SAN FRANCISCO (Reuters) - The woman whose sexual harassment accusation against Mark Hurd led to his ouster as chief executive of Hewlett-Packard came forward on Sunday, saying she never intended for Hurd to lose his job.
Jodie Fisher, a former actress who appeared on an NBC reality TV show in 2007, revealed her identity for the first time through a statement released by her attorney, Gloria Allred.
“I was surprised and saddened that Mark Hurd lost his job over this,” said Fisher, 50. “That was never my intention.”
Hurd’s resignation, announced Friday, stunned the business world. HP accused him of falsifying expense reports to conceal a “close personal relationship” with Fisher.
In the company’s first public comments in two days, HP said on Sunday it has received an “extremely supportive” response from investors following the ouster of Hurd, one of the most widely admired CEOs in the world.
The saga began in late June when Fisher leveled a sexual harassment charge against Hurd.
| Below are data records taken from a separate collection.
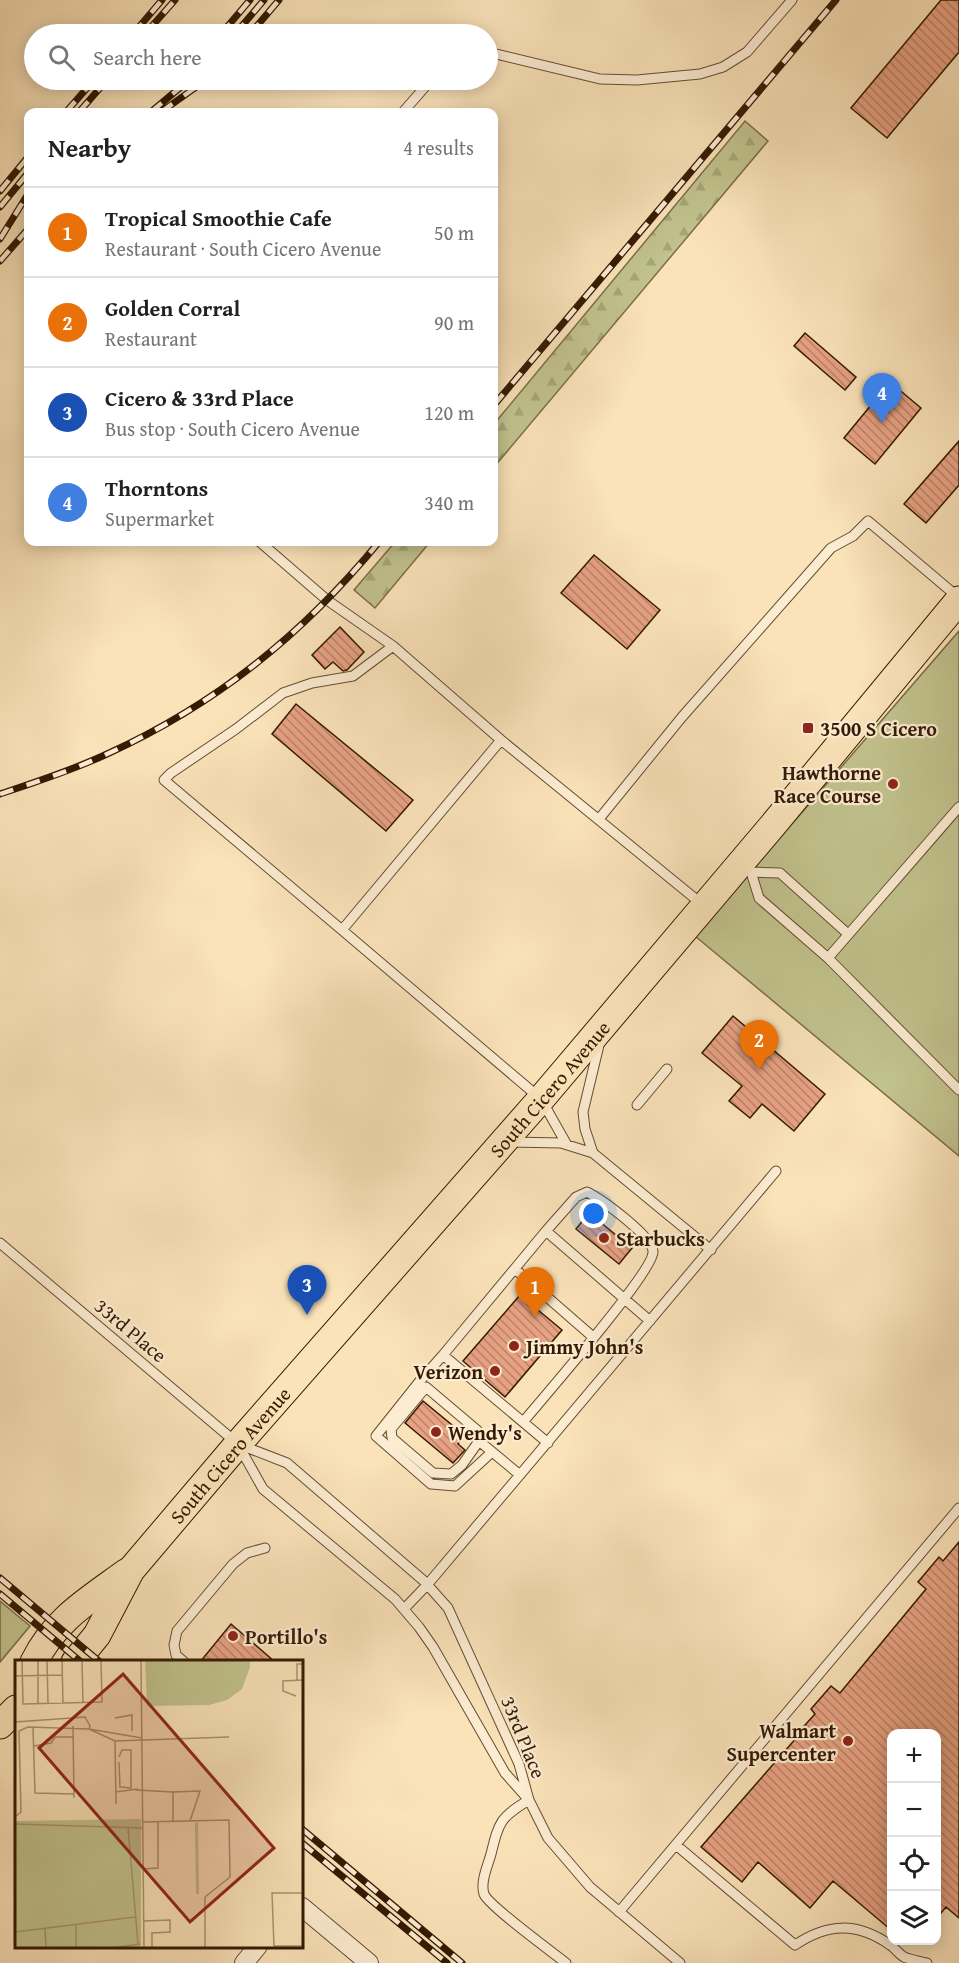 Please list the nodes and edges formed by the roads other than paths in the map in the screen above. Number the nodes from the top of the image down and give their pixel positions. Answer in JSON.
{"nodes":[{"id":1,"x":792,"y":0,"type":"edge"},
{"id":2,"x":498,"y":54,"type":"edge"},
{"id":3,"x":422,"y":90,"type":"edge"},
{"id":4,"x":406,"y":108,"type":"edge"},
{"id":5,"x":265,"y":546,"type":"edge"},
{"id":6,"x":959,"y":599,"type":"edge"},
{"id":7,"x":393,"y":646,"type":"junction"},
{"id":8,"x":501,"y":740,"type":"junction"},
{"id":9,"x":959,"y":807,"type":"edge"},
{"id":10,"x":599,"y":819,"type":"junction"},
{"id":11,"x":746,"y":867,"type":"junction"},
{"id":12,"x":704,"y":906,"type":"junction"},
{"id":13,"x":342,"y":930,"type":"junction"},
{"id":14,"x":848,"y":934,"type":"junction"},
{"id":15,"x":828,"y":958,"type":"junction"},
{"id":16,"x":604,"y":1024,"type":"junction"},
{"id":17,"x":667,"y":1069,"type":"dead end"},
{"id":18,"x":959,"y":1090,"type":"edge"},
{"id":19,"x":541,"y":1099,"type":"junction"},
{"id":20,"x":637,"y":1105,"type":"dead end"},
{"id":21,"x":502,"y":1142,"type":"junction"},
{"id":22,"x":567,"y":1144,"type":"junction"},
{"id":23,"x":593,"y":1153,"type":"junction"},
{"id":24,"x":776,"y":1171,"type":"dead end"},
{"id":25,"x":546,"y":1231,"type":"junction"},
{"id":26,"x":0,"y":1244,"type":"edge"},
{"id":27,"x":711,"y":1250,"type":"junction"},
{"id":28,"x":515,"y":1269,"type":"junction"},
{"id":29,"x":624,"y":1299,"type":"junction"},
{"id":30,"x":650,"y":1321,"type":"junction"},
{"id":31,"x":593,"y":1337,"type":"junction"},
{"id":32,"x":443,"y":1355,"type":"junction"},
{"id":33,"x":523,"y":1422,"type":"junction"},
{"id":34,"x":479,"y":1441,"type":"junction"},
{"id":35,"x":548,"y":1443,"type":"junction"},
{"id":36,"x":238,"y":1444,"type":"junction"},
{"id":37,"x":492,"y":1452,"type":"junction"},
{"id":38,"x":520,"y":1475,"type":"junction"},
{"id":39,"x":959,"y":1508,"type":"edge"},
{"id":40,"x":265,"y":1548,"type":"dead end"},
{"id":41,"x":131,"y":1570,"type":"junction"},
{"id":42,"x":427,"y":1585,"type":"junction"},
{"id":43,"x":404,"y":1609,"type":"junction"},
{"id":44,"x":35,"y":1660,"type":"edge"},
{"id":45,"x":77,"y":1660,"type":"edge"},
{"id":46,"x":181,"y":1660,"type":"edge"},
{"id":47,"x":529,"y":1800,"type":"junction"},
{"id":48,"x":676,"y":1845,"type":"junction"},
{"id":49,"x":303,"y":1908,"type":"edge"},
{"id":50,"x":620,"y":1912,"type":"junction"},
{"id":51,"x":257,"y":1948,"type":"edge"},
{"id":52,"x":244,"y":1963,"type":"edge"},
{"id":53,"x":369,"y":1963,"type":"edge"},
{"id":54,"x":566,"y":1963,"type":"edge"},
{"id":55,"x":680,"y":1963,"type":"edge"},
{"id":56,"x":927,"y":1963,"type":"edge"}],
"edges":[{"from":1,"to":2,"type":"lane"},
{"from":3,"to":4,"type":"lane"},
{"from":5,"to":7,"type":"lane"},
{"from":6,"to":10,"type":"lane"},
{"from":6,"to":11,"type":"main road","name":"South Cicero Avenue"},
{"from":7,"to":8,"type":"lane"},
{"from":7,"to":13,"type":"lane"},
{"from":8,"to":10,"type":"lane"},
{"from":8,"to":13,"type":"lane"},
{"from":9,"to":14,"type":"lane"},
{"from":10,"to":12,"type":"lane"},
{"from":11,"to":12,"type":"main road","name":"South Cicero Avenue"},
{"from":11,"to":14,"type":"lane"},
{"from":11,"to":15,"type":"lane"},
{"from":12,"to":16,"type":"main road","name":"South Cicero Avenue"},
{"from":13,"to":19,"type":"lane"},
{"from":14,"to":15,"type":"lane"},
{"from":15,"to":18,"type":"lane"},
{"from":16,"to":19,"type":"main road","name":"South Cicero Avenue"},
{"from":16,"to":23,"type":"lane"},
{"from":17,"to":20,"type":"lane"},
{"from":19,"to":21,"type":"main road","name":"South Cicero Avenue"},
{"from":19,"to":22,"type":"lane"},
{"from":21,"to":22,"type":"lane"},
{"from":21,"to":36,"type":"main road","name":"South Cicero Avenue"},
{"from":22,"to":23,"type":"lane"},
{"from":23,"to":27,"type":"lane"},
{"from":24,"to":27,"type":"lane"},
{"from":25,"to":28,"type":"lane"},
{"from":25,"to":29,"type":"lane"},
{"from":25,"to":29,"type":"lane"},
{"from":26,"to":36,"type":"lane","name":"33rd Place"},
{"from":27,"to":30,"type":"lane"},
{"from":28,"to":31,"type":"lane"},
{"from":28,"to":32,"type":"lane"},
{"from":29,"to":30,"type":"lane"},
{"from":29,"to":31,"type":"lane"},
{"from":30,"to":35,"type":"lane"},
{"from":31,"to":33,"type":"lane"},
{"from":32,"to":33,"type":"lane"},
{"from":32,"to":37,"type":"lane"},
{"from":33,"to":35,"type":"lane"},
{"from":34,"to":34,"type":"lane"},
{"from":34,"to":37,"type":"lane"},
{"from":35,"to":38,"type":"lane"},
{"from":36,"to":41,"type":"main road","name":"South Cicero Avenue"},
{"from":36,"to":42,"type":"lane","name":"33rd Place"},
{"from":36,"to":43,"type":"lane","name":"33rd Place"},
{"from":37,"to":38,"type":"lane"},
{"from":38,"to":42,"type":"lane"},
{"from":39,"to":48,"type":"lane"},
{"from":40,"to":46,"type":"lane"},
{"from":41,"to":44,"type":"main road","name":"South Cicero Avenue"},
{"from":41,"to":45,"type":"main road","name":"South Cicero Avenue"},
{"from":42,"to":43,"type":"lane"},
{"from":42,"to":47,"type":"lane","name":"33rd Place"},
{"from":43,"to":47,"type":"lane","name":"33rd Place"},
{"from":47,"to":50,"type":"lane"},
{"from":47,"to":54,"type":"lane"},
{"from":48,"to":50,"type":"lane"},
{"from":48,"to":56,"type":"lane"},
{"from":49,"to":53,"type":"street"},
{"from":50,"to":55,"type":"lane"},
{"from":51,"to":52,"type":"street"}]} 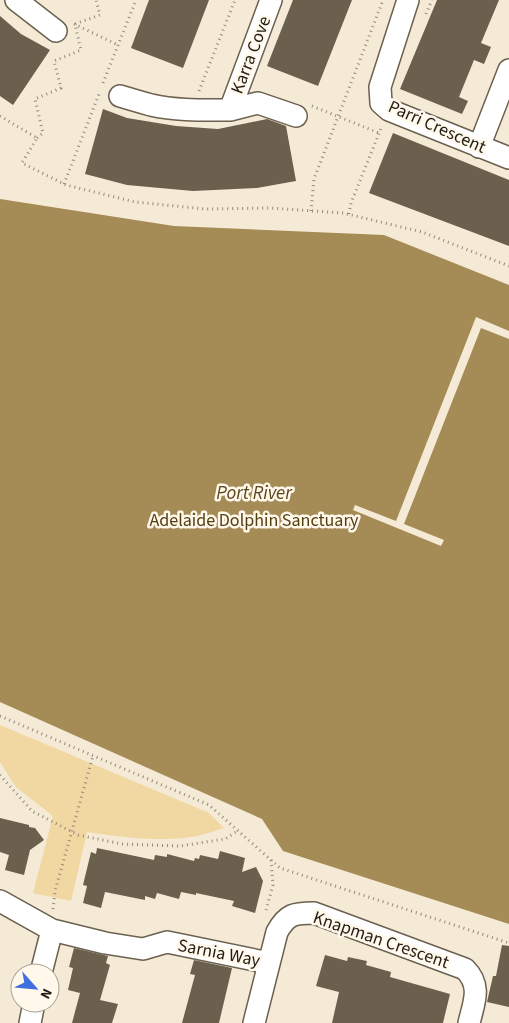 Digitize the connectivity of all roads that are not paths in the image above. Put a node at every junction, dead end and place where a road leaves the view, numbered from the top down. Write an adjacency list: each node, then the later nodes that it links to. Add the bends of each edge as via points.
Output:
1 (16, 0): 4 (street)
2 (271, 0): 7 (street, Karra Cove)
3 (408, 0): 9 (street, Parri Crescent, via 380,87 381,103 389,110)
4 (66, 25)
5 (509, 70): 9 (street)
6 (120, 96): 7 (street, Karra Cove, via 192,110)
7 (230, 110): 8 (street, Karra Cove, via 258,102)
8 (304, 111)
9 (479, 146): 10 (street, Parri Crescent)
10 (509, 158)
11 (0, 901): 12 (street, Sarnia Way)
12 (52, 930): 13 (street, Sarnia Way, via 142,949 167,942); 14 (street)
13 (269, 962): 15 (street, Knapman Crescent); 16 (street, Knapman Crescent, via 284,919 298,913 314,913 465,969 473,977 475,985)
14 (44, 963)
15 (254, 1023)
16 (469, 1023)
She worked as a contractor for HP from late 2007 through 2009.
An HP investigation found no violation of the company’s sexual harassment policy, but turned up inaccurate expense reports filed by Hurd or on his behalf, and instances where Fisher received compensation for no legitimate business purpose, HP has said.
Fisher, who is not married and has a son, said Sunday she has resolved her claim against Hurd privately, but did not provide any further details. She said she did not have an affair with Hurd.
Fisher has worked in commercial real estate, as a saleswoman, and appeared in movies such as “Blood Dolls” and “Sheer Passion” in the 1990s, according to the website imdb.com. Most recently, Fisher appeared on the NBC reality show “Age of Love,” which aired in 2007.
She has also worked on the House Select Committee on Narcotics Abuse and Control, according to Allred.
“At HP, I was under contract to work at high-level customer and executive summit events held around the country and abroad,” Fisher said. “I prepared for those events, worked very hard and enjoyed working for HP.”
HP on Sunday made a public effort to put the controversy behind it and move forward.
Interim CEO Cathie Lesjak said HP has been transparent on the circumstances surrounding Hurd’s departure, but declined to comment further on the matter. Sources close to Hurd’s camp have disputed HP’s account of events.
Lesjak said key investors and customers have supported the company’s action, and understand that the Hurd was just one part of a talented team.
“One thing changed in this company on Friday and that was the CEO left,” Lesjak said on a conference call with the media. “The rest of the company has not changed.”
“At the end of the day, the investors that I’ve talked to were confident that we’ve made the right decision,” she said.
Shares fell 10 percent in extended trading Friday, after the announcement of Hurd’s resignation was made.
Lesjak, who has taken herself out of consideration for the CEO job, said the search committee is moving as swiftly as it can to identify a new leader for HP.